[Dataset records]
______________________________

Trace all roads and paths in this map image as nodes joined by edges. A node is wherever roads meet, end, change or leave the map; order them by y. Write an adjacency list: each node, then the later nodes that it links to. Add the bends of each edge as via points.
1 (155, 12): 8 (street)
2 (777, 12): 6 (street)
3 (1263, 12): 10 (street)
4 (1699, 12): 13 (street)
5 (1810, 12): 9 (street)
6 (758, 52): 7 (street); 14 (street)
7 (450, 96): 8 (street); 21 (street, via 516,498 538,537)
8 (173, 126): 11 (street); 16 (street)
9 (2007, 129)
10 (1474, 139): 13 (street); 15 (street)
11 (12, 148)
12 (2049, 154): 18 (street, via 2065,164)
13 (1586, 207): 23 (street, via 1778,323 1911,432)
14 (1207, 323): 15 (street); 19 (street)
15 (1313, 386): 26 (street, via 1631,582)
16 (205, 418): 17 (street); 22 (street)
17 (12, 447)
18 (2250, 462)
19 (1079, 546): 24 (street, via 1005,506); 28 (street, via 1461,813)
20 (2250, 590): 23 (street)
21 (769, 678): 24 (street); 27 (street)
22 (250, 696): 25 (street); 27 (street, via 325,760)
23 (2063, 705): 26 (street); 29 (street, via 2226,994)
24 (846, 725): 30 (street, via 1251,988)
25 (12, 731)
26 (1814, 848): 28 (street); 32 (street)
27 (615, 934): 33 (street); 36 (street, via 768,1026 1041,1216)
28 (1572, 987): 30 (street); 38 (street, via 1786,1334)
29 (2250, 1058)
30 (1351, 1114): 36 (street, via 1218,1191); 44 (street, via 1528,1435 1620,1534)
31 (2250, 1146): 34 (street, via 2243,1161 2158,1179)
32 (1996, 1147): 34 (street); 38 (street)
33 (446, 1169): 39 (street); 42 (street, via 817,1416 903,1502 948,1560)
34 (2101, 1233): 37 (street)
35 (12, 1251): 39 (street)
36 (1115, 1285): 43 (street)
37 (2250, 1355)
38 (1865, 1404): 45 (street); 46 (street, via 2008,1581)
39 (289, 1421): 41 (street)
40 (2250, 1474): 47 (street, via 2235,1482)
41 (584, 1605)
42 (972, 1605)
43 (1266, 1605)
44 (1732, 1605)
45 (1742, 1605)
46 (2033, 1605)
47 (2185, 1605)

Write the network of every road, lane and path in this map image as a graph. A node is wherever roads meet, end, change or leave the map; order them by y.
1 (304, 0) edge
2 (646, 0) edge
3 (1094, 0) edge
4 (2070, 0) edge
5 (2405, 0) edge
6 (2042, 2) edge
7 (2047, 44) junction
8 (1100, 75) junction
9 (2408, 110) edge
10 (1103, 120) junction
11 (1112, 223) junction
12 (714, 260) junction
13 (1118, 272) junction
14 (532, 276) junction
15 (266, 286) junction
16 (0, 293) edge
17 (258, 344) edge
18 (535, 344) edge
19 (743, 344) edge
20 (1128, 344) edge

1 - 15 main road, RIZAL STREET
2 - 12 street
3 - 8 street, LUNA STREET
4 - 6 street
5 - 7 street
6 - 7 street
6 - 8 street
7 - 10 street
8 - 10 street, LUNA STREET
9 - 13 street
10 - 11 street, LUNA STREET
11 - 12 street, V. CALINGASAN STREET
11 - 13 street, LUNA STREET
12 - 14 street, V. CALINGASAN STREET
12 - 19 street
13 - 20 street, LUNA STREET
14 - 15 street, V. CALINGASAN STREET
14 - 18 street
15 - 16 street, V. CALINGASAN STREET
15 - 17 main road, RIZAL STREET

______________________________

ACTION ITEM ::
Go through the entries and copy every line with "junction".

YOUR SOLUTION ::
7 (2047, 44) junction
8 (1100, 75) junction
10 (1103, 120) junction
11 (1112, 223) junction
12 (714, 260) junction
13 (1118, 272) junction
14 (532, 276) junction
15 (266, 286) junction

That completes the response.